お前くらいの頭と根性があったら、あっと言う間にいっぱしの商売人になれる!」
そして二人で小原呉服店を岸和田一にすることができなのにと善作は残念がった。
「女かてできるで!女かて商売になれる!」糸子が言った。
「アホ抜かせ!女はいいとこに嫁に行って婿さんにあんじょう仕える、それが一番じゃい!」「なんでや!なんで女はそんなオモロないねん!」しかし善作は答えなかった。

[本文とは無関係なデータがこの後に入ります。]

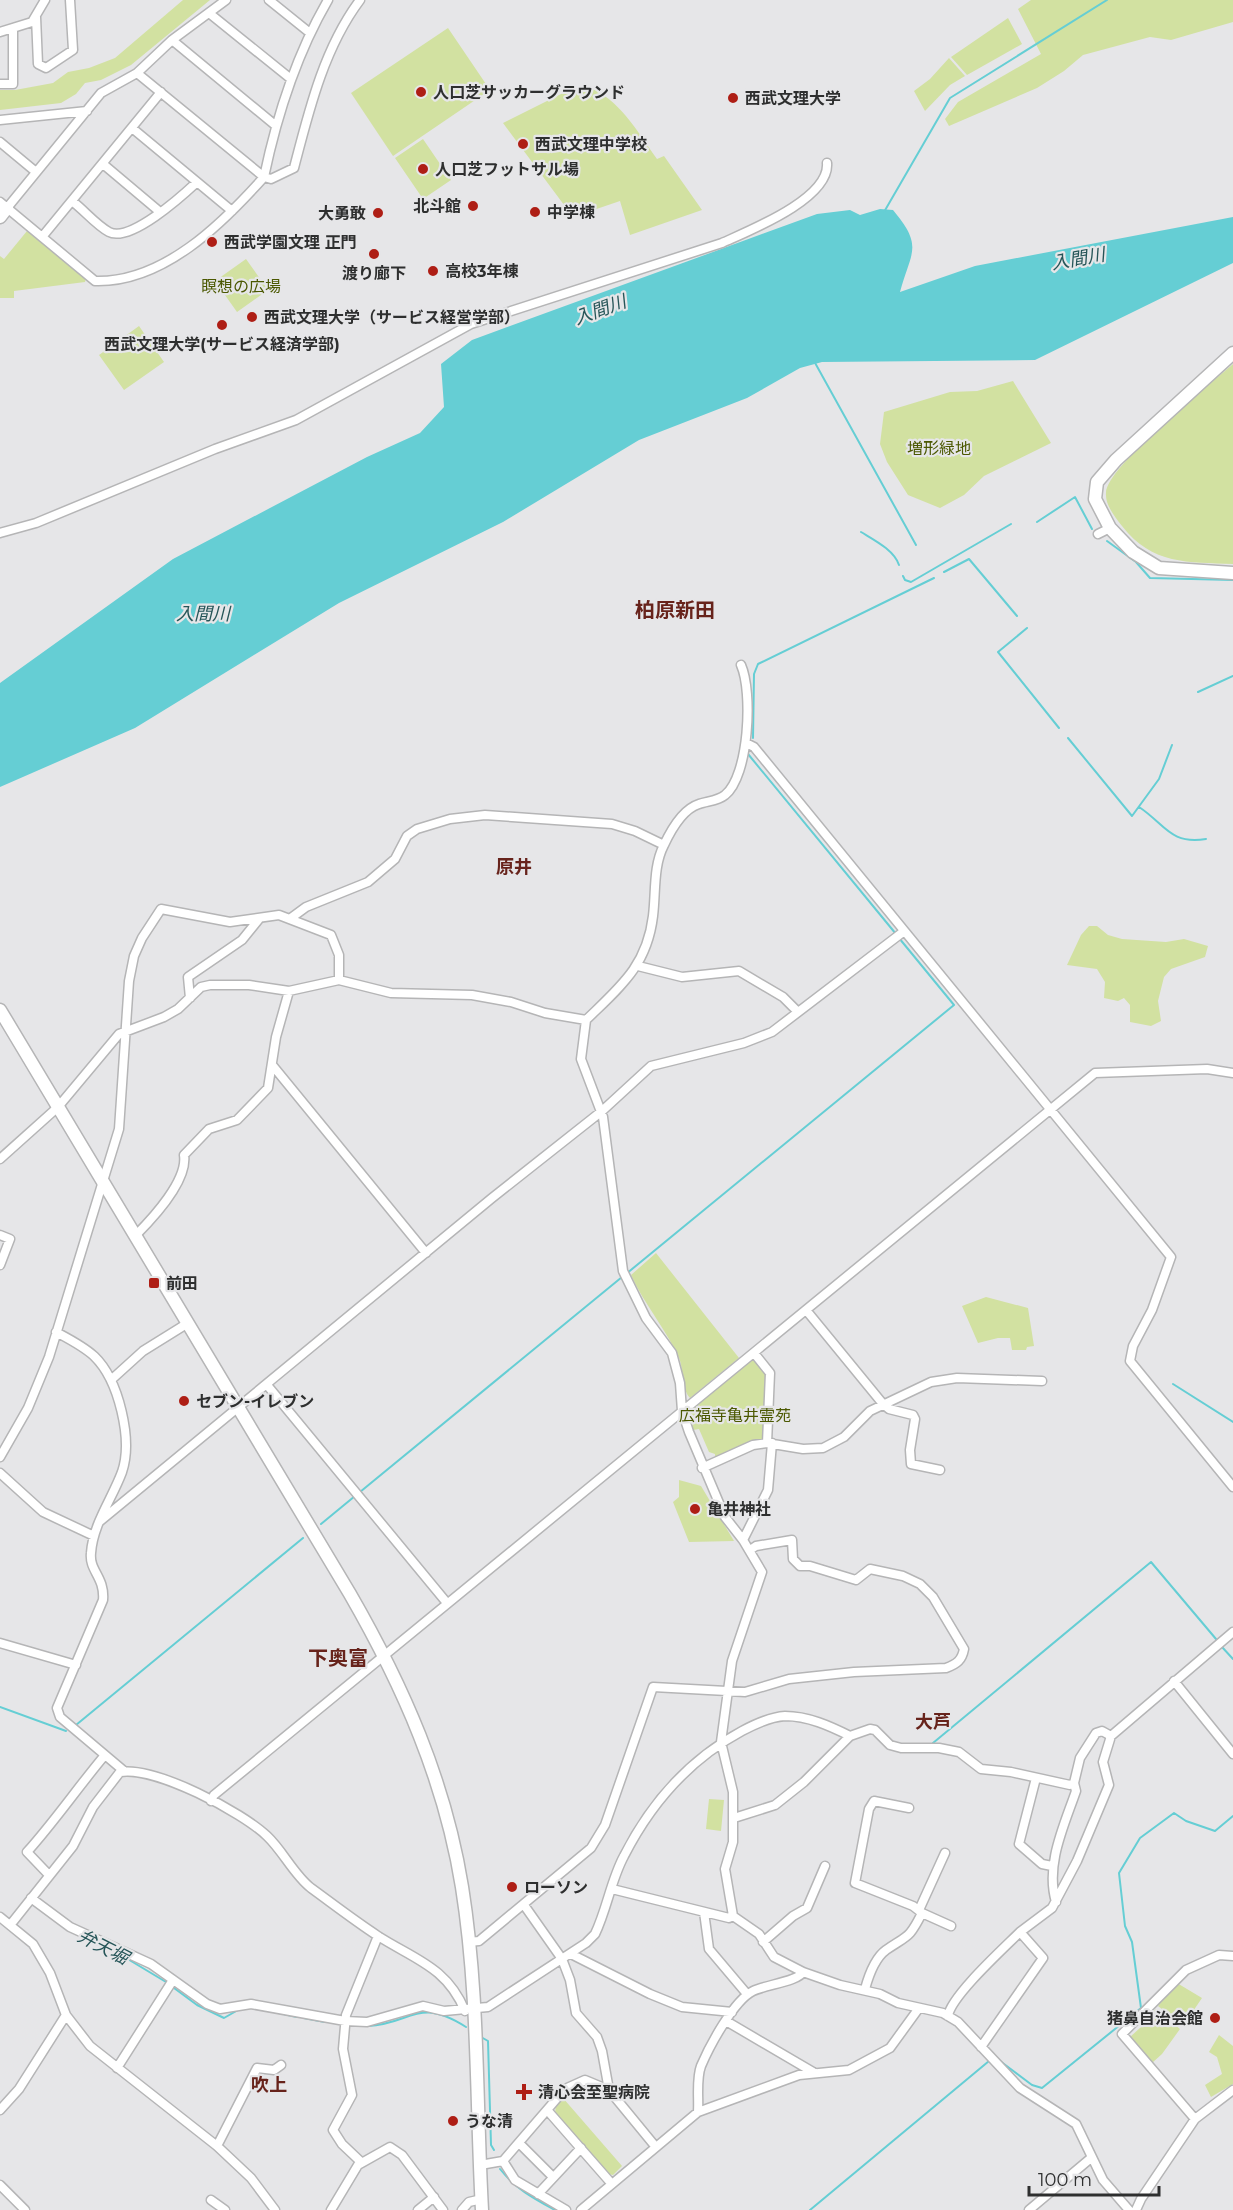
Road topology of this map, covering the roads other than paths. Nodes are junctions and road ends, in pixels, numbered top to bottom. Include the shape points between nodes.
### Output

― 大正14年(1925年)正月、糸子達三姉妹と母・千代は神戸にある千代の実家を訪れた。
「はっは!来ましたか!豪華娘が!」千代の父・清三郎と母・貞子が糸子を出迎えた。
糸子の母方の祖父・清三郎は神戸に住む金持ちで糸子達は目の前に出された豪華なおせち料理を食べるのに必死になった。

「ちゃんと食べさせてやっとんのか?」
別室で清三郎は糸子達の前で見せる顔とは異なった険しい顔で千代に質問した。
「食べさせてます」
「あんな栗栗いうてんやんか?」
「やっぱり可愛らしいな女の子は。孫は男ばっかりやろ?着物でもなんでもそっけのうて…
はい。お前も甘いものでもお食べ」そう言って貞子は娘の千代にチョコレートを出した。
「わぁ!チョコレート!嬉しい!」千代は子供のように喜んだ。
「…それで今度はなんぼ貸してほしいんや?」清三郎は千代に質問した。
「え?…あの…30円ばかし…都合つけてもろうたら…」言いづらそうに千代が言った。
「そもそもや…なんでお前が借りに来るのや?金の事や。善作君がくるのが筋やろ?」
「どうも商売の方が忙しくて…」
「ハッ!繁盛もしてないのにどない忙しいねん!お前がボケーとしているから旦那がつけあがるんや!そもそもお前とあの男との結婚なんぞ許した覚えはないんやぞ!」
「ハハハ!今更そんな!」貞子が可笑しそうに笑った。
「今更もへったくりもない!わしは断じて反対やった。あんな貧相な呉服屋の番頭に誰が好き好んで大事な娘をくれてやんねん!あんな駆け落ちみたいな真似せんかったらお前もこんな金の苦労せんでよかったんだろうが!」

「駆け落ちって何?」糸子が食べながら不思議そうな顔で部屋に入って来た。
「あら!何でもないんよ?」貞子が糸子に言った。
「どうだ?お腹いっぱいお食べになりましたか?」清三郎もごまかした。
「食べた!美味しかった!」
「おい!勇!糸子になんか面白いもんみせてやりぃ!」千代の兄・正一が廊下で本を読んでいた息子・勇を呼び糸子を部屋から出した。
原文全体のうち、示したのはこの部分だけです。